Free market liberalism is all about rent seeking, Altakoi.
And the difference between a bank and a casino is,…, effin’ nothing.
The penultimate paragraph captures the problem.
And yet, only yesterday, the PM was spruiking getting rid of the very “red tape” that used to offer protection to society in a variety of ways. We are a deeply stupid people.
Agreed. It seems to me that the people shrieking most loudly for the reduction of “red tape” are those whose ability to exploit their market position is constrained by that same red tape. Such people really want no “red tap”e at all and conservative governments are usually only too happy to cut red tape, especially red tape that offers protections for the disempowered but threatens profits. Strangely, the Coalition are only too happy to legislate masses of red tape in pursuit of their authoritarian agenda and to maintain tight control over the population-at-large, usually under the guise of “national security”, but equally directed at those who seek to expose the corruption of the LNP. The catch cry of business is that business can be trusted, because market forces will make them do the right thing. Perversely, it is the opposite of what happens and those who are in positions of power are far more likely to try and find ways to circumvent laws in the rabid pursuit of profits. It is worse in the banking sector, because of the perverse impact of privatising banking profits, but nationalising their risks (as happened around the world to the tune a hundreds of billions when the GFC blew up and infected banks around the globe, leaving the banks to run “caps in hand” to governments asking for bailouts and/or guarantees)

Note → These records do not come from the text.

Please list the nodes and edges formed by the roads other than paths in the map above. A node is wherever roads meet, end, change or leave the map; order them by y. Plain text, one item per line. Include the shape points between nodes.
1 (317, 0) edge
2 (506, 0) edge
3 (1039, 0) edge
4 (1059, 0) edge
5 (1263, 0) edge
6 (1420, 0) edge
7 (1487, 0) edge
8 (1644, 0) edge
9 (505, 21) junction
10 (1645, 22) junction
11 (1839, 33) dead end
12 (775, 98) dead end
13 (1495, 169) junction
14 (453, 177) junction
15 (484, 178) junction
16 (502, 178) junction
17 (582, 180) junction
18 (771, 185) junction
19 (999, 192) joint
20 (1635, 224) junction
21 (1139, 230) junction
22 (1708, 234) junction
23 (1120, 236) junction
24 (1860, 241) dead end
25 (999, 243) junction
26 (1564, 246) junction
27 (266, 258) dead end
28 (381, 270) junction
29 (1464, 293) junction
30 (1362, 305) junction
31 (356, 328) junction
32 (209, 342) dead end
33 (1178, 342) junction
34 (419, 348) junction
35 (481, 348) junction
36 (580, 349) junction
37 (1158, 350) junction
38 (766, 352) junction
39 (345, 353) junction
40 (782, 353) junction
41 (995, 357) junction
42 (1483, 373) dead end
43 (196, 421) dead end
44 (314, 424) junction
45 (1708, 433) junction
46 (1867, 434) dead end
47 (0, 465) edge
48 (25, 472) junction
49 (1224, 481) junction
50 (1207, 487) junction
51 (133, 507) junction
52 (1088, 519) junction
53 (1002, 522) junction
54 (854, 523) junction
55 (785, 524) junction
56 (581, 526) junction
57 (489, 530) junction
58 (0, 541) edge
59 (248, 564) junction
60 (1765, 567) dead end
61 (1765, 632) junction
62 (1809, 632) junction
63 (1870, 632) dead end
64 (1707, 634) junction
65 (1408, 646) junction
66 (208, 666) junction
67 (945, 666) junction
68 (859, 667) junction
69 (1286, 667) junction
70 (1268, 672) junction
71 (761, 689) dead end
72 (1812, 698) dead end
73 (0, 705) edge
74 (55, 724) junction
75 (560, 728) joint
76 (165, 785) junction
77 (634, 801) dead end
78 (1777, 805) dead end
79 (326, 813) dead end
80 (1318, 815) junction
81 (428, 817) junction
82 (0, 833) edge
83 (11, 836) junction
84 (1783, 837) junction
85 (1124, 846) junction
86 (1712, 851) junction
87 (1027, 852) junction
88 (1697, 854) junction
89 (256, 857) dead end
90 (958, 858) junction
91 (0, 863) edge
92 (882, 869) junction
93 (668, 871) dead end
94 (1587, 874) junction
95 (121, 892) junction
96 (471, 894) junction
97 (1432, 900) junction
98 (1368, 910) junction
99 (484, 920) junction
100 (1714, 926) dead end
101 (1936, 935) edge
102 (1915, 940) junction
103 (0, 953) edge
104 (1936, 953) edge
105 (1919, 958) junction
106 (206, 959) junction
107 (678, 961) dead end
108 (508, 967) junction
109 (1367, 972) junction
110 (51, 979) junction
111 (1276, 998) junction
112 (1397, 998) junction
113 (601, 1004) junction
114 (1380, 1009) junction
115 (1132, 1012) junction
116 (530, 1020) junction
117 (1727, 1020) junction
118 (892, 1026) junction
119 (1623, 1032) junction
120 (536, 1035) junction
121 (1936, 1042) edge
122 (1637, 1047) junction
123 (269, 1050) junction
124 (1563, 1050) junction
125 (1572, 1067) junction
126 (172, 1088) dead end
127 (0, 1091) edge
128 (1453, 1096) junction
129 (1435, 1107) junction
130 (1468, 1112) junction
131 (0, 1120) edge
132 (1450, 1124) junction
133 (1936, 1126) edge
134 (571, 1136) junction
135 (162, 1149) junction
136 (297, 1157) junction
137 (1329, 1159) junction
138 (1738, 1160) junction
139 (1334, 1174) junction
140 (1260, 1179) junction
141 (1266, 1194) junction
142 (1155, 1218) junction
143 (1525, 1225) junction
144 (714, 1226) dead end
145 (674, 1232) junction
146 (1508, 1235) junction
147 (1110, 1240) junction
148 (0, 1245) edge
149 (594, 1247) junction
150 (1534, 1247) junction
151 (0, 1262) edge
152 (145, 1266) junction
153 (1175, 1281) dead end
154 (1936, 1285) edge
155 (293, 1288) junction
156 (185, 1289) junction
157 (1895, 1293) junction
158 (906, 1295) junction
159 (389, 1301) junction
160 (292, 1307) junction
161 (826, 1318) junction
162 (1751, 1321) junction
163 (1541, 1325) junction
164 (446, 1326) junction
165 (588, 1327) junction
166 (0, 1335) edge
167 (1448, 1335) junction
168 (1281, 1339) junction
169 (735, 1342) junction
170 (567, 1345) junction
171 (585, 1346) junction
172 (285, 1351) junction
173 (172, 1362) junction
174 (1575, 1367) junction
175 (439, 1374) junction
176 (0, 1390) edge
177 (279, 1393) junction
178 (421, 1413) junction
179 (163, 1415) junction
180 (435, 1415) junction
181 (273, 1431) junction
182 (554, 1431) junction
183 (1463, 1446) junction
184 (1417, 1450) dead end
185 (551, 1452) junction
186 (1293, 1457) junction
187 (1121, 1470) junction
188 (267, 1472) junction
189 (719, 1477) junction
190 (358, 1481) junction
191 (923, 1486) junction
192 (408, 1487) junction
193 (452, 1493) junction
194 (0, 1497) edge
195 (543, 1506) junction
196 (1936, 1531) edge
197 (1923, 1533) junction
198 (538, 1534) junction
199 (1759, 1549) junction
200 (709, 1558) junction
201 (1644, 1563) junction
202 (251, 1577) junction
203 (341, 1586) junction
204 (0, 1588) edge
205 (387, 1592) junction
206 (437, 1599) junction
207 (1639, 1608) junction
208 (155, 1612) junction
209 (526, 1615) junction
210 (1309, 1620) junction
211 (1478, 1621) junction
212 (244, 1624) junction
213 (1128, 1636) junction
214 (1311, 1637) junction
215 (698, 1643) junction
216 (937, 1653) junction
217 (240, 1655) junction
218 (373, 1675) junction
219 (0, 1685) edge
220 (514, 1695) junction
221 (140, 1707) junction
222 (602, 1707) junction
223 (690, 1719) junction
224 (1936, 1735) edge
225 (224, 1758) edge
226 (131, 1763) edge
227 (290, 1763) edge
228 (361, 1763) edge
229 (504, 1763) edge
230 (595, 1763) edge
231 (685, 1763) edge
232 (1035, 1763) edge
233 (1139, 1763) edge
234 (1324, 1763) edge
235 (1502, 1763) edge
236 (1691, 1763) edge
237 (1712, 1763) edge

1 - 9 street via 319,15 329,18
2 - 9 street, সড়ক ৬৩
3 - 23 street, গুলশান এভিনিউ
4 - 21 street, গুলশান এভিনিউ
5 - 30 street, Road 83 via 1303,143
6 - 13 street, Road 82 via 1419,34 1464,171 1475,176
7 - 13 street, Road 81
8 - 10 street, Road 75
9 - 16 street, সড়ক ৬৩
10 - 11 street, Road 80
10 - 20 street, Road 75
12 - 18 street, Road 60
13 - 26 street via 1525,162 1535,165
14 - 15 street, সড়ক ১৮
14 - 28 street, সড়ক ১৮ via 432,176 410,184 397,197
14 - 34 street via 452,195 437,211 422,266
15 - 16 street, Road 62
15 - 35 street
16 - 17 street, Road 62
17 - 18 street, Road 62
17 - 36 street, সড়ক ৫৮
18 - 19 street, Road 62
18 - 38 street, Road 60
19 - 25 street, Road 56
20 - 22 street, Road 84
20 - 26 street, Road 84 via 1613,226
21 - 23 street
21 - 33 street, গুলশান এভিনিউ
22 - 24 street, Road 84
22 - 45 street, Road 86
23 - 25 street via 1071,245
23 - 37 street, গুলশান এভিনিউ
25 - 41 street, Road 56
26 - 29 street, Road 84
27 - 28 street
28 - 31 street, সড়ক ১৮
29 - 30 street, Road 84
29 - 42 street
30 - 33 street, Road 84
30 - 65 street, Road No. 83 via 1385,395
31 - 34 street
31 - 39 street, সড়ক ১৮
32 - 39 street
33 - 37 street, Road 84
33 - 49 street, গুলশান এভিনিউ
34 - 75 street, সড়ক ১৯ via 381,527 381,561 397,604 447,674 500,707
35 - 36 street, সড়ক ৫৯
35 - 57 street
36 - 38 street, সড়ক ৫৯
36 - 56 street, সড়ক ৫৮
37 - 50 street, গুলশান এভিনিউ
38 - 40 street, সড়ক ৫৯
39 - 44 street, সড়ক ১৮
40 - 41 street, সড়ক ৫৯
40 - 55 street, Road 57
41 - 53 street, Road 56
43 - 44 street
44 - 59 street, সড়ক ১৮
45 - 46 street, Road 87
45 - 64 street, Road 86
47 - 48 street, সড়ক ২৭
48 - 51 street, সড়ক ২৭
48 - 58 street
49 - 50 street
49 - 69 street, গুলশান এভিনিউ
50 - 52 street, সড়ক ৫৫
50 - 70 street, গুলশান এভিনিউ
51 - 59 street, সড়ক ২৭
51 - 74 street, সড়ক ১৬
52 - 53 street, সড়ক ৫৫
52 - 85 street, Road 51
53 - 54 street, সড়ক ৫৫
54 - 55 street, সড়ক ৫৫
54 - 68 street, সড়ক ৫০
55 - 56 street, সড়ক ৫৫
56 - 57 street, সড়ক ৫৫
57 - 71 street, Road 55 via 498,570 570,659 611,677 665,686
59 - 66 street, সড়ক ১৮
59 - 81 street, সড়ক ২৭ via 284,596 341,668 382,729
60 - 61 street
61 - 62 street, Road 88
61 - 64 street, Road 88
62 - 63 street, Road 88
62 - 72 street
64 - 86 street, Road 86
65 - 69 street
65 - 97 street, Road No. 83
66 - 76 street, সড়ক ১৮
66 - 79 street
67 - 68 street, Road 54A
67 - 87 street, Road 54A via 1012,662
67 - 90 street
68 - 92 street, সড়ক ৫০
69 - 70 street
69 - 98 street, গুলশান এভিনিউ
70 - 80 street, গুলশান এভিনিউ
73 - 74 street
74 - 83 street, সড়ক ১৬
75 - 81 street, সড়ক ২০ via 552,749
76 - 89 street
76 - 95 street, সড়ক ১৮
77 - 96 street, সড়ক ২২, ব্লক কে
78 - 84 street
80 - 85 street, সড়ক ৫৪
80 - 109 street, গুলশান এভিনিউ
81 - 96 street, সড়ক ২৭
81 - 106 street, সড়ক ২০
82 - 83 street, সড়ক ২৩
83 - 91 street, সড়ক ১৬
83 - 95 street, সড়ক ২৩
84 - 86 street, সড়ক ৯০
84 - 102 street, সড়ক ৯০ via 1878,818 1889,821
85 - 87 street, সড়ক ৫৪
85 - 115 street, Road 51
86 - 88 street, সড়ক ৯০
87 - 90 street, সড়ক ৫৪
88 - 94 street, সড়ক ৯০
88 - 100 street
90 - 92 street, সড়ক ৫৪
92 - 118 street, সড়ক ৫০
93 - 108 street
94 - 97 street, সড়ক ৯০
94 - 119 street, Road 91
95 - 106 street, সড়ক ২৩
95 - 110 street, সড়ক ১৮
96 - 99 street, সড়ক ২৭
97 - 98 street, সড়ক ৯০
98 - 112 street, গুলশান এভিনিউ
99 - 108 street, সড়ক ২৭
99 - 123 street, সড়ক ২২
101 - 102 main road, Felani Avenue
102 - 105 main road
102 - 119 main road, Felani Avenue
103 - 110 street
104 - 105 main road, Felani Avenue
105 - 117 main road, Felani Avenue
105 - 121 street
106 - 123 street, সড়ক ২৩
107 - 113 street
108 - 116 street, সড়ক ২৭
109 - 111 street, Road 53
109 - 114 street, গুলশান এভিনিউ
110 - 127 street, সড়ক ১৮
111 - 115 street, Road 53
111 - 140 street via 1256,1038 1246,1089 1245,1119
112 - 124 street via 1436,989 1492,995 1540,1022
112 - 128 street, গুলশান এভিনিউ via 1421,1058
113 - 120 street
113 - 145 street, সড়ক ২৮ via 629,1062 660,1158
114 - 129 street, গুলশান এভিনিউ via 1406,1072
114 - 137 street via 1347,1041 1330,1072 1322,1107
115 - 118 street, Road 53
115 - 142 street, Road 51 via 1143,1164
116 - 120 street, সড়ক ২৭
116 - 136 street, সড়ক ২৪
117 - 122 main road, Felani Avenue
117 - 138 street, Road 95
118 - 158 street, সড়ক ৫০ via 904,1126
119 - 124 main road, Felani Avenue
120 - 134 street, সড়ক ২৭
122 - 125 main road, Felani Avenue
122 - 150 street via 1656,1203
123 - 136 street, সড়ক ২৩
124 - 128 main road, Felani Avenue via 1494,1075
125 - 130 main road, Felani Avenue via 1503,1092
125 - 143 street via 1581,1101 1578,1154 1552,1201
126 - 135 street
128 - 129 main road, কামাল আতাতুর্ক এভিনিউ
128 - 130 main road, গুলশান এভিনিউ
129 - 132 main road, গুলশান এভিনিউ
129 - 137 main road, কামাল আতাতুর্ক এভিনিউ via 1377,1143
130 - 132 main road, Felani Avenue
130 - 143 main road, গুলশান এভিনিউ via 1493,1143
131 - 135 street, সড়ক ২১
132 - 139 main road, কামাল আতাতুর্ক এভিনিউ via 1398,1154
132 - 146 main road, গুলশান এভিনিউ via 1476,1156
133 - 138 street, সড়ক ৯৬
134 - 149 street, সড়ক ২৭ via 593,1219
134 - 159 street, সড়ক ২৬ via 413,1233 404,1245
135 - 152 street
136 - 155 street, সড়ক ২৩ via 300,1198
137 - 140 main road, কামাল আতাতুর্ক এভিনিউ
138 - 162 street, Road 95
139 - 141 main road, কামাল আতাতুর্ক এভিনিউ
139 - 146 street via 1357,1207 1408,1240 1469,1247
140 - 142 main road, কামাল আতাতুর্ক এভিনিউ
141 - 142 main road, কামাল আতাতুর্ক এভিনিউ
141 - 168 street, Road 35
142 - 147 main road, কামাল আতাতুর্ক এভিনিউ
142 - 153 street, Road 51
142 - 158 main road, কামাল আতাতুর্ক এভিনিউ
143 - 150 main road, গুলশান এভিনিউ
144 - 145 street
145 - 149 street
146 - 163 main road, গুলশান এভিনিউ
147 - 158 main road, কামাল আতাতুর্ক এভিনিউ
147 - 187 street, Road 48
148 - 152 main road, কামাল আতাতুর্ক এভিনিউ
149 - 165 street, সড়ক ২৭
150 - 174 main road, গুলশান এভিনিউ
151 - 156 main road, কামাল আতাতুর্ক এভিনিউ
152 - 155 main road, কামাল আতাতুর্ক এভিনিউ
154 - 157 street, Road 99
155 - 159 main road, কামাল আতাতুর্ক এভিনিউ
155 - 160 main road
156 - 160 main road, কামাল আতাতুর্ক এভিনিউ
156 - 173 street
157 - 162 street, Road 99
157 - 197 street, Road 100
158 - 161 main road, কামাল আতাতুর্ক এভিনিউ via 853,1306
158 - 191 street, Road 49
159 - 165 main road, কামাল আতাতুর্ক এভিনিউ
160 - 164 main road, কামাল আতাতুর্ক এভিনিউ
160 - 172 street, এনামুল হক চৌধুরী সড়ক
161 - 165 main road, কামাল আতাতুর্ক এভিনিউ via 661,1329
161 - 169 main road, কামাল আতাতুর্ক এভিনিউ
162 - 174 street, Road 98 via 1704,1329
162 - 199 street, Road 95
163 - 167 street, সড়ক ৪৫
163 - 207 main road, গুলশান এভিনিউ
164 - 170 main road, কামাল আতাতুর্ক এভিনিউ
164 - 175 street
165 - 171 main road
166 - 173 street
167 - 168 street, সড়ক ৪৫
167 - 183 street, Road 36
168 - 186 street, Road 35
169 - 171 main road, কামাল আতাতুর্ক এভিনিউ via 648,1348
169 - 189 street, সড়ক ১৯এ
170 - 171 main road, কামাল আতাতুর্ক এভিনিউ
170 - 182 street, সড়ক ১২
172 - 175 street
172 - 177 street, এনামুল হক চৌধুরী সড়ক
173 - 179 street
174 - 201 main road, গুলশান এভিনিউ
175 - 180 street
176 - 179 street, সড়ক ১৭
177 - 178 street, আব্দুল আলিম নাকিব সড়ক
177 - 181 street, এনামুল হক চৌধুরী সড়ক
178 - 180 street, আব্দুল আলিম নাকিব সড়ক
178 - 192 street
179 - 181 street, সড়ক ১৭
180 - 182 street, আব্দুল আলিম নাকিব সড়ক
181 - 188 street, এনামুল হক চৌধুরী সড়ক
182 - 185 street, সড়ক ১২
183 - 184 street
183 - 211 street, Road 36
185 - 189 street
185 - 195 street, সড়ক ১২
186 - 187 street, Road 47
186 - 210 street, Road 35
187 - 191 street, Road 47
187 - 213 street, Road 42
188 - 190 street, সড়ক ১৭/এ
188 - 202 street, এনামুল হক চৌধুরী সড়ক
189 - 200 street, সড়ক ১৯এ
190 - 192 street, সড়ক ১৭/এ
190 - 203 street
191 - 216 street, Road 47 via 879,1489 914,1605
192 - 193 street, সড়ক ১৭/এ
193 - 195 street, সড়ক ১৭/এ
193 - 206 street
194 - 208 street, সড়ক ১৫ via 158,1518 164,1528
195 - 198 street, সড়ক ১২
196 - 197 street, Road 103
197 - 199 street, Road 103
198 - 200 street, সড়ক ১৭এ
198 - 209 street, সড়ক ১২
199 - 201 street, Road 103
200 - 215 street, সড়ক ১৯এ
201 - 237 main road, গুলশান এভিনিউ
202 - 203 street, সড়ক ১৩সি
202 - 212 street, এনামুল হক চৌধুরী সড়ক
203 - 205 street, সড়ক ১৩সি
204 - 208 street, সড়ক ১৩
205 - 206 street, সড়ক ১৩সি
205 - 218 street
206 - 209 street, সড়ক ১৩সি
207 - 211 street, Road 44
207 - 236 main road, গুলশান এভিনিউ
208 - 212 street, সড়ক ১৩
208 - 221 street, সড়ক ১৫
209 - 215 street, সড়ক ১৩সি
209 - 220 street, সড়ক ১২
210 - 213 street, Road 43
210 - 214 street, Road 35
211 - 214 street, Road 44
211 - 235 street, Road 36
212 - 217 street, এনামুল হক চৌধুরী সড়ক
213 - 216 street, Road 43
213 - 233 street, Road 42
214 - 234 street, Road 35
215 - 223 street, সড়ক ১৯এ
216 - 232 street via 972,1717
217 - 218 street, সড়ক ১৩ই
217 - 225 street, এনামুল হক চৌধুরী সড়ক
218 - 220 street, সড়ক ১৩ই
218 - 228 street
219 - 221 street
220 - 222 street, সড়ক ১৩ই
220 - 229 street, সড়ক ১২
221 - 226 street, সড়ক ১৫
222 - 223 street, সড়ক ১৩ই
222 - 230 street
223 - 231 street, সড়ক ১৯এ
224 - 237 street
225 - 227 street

The banks’ behaviours show very clearly that once we get ensconced into a herd or tribe, our capacity to subvert morality and ethical behaviour in order to fit in and enjoy the rewards for the herd members is vast. In essence, none of us is as dumb as all us and the power of a few to lead a large group into wrong is frightening. No wonder Morrison works so hard to try and split Australia into tribes, hoping that his tribe or cult of quiet Australians will be bigger than those who belong to other tribes.
That “indifference to morality” is ably abetted by this LNP government, with a supposed Christian as the commander in chief…bring on a proper Federal ICAC..!!
Have you noted that whenever the PM is asked about something important, such, the chance of Chinese influence in our society.
He commences a holy roller foam, lips moving foam emitting, of, “oh, yes, all of our government instruments are finely tasked to detect and protect us”.
All he forgot, (for those of us old enough to remember), is “Don’t you worry about that!”.
I suspect he could barely contain his usual sentiment of “I don’t think it is appropriate to cause anxiety in the general population”, then silently thinking; I have no intention of addressing, Chinese influnce, because the Liberal Party gets so many donations from Gladys Lui.